St. James's Park, London

St. James's Park, London

Source: Bigstock

Since the catastrophic George W. Bush decision to invade Iraq, Israeli activities in Jordan, Syria, the West Bank, Egypt, and the Gulf can no longer be viewed in isolation from one another. However great the blunder of 2003, George W. managed to legitimize Israeli policies among Arabs who had sworn eternal enmity to the Zion state. In fact, they’ve all become secret Arab allies, and Israel is no longer viewed as the central problem plaguing the Middle East. According to great democracies such as Saudi Arabia and the UAR, it’s Iran and its client state of Syria that are the causes of all evil in that sweaty part of the world.

Not so fast, says the great Middle East scholar Taki. Incidentally, does anyone reading this remember a place called Palestine, and how its inhabitants lost their land to the Zionists, who cried foul and asked for American help while evicting Palestinians from their birthplace? Nah, I didn’t think so. Well, Iran is now the bogeyman because the Saudis said so, and we know that the Saudis are never wrong, plus they just pulled off a major victory when they killed hundreds of camels caught between their sands and those of Qatar.

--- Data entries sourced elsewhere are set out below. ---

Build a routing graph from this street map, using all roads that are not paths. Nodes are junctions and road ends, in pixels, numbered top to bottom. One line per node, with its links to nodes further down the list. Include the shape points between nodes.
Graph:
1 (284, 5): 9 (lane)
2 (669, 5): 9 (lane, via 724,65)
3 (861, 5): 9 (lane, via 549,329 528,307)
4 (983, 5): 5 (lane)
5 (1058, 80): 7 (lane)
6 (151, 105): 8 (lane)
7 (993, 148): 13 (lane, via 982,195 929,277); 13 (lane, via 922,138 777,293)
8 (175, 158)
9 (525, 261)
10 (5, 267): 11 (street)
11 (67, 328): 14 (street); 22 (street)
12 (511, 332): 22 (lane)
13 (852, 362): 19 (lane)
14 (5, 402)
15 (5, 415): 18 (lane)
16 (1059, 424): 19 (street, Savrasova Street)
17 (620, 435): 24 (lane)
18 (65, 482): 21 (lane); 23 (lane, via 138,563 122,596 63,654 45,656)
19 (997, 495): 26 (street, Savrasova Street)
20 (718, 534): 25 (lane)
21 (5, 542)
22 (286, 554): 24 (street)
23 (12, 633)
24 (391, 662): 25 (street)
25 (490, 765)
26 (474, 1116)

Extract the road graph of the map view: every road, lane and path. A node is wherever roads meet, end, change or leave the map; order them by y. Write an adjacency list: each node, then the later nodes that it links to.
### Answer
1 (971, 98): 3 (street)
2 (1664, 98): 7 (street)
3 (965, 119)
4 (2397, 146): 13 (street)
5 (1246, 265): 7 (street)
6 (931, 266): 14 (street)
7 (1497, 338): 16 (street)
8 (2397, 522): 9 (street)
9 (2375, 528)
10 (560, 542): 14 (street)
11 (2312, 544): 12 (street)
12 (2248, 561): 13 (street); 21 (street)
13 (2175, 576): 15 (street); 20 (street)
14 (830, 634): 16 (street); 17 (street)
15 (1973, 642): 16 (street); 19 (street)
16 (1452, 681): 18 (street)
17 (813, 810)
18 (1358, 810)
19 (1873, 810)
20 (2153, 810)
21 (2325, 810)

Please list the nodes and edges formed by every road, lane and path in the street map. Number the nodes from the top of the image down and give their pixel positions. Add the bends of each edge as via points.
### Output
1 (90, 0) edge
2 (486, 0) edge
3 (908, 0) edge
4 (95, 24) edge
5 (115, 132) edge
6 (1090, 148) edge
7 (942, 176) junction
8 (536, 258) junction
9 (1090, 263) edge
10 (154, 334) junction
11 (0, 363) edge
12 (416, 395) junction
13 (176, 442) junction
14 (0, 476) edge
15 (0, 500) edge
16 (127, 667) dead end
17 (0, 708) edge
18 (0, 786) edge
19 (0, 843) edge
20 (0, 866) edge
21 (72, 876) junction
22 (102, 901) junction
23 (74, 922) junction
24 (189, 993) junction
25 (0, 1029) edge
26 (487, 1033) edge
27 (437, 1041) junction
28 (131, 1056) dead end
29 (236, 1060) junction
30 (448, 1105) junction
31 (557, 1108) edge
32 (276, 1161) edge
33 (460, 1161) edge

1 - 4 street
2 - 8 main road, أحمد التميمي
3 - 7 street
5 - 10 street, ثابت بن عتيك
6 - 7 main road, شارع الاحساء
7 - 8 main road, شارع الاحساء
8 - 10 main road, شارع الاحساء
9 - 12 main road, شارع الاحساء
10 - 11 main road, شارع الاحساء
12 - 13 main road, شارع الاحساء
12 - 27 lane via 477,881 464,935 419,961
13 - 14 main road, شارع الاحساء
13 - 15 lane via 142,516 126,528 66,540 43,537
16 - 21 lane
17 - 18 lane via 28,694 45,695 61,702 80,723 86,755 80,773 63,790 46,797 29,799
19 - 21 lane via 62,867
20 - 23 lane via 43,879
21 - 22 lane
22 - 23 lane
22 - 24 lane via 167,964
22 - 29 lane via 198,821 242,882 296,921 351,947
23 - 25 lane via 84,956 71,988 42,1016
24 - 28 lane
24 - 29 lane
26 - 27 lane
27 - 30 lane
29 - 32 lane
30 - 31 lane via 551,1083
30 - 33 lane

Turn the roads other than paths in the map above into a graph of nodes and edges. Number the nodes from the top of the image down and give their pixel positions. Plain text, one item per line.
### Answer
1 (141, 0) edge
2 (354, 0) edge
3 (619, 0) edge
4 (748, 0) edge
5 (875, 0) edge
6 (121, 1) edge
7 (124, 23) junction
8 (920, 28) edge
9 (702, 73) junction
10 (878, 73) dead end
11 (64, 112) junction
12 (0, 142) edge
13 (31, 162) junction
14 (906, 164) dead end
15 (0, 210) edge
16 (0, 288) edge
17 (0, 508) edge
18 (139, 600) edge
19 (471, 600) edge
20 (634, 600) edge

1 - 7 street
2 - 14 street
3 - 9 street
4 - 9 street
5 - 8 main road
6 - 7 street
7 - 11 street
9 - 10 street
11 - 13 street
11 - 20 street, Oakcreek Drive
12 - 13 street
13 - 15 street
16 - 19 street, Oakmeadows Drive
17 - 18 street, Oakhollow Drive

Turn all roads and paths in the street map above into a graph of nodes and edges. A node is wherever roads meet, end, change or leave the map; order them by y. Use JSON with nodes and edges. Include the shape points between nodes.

Iran is not an Arab country, nor is it an expansionist power. It tries to protect the Shiites spread all over the Middle East, and also supports militias that resist Israeli aggression, such as Hezbollah and Hamas. The latter are called terrorist organizations by the state of Israel, no stranger to terrorizing its neighbors, and by Uncle Sam, also known to bomb so-called enemies to smithereens from 30,000 feet. In Iraq, all Iran did was fill the vacuum after the Americans overthrew Saddam and left. That was to be expected as, after all, Shiites are in the majority in Iraq, a small detail that escaped the great mind of the man who decided to attack Iraq in the first place.

But not to worry. Both Lord Lamont, an ex–Chancellor of the Exchequer, and I know the score, which means everything will be hunky-dory in the Middle East sooner rather than later. Yippee!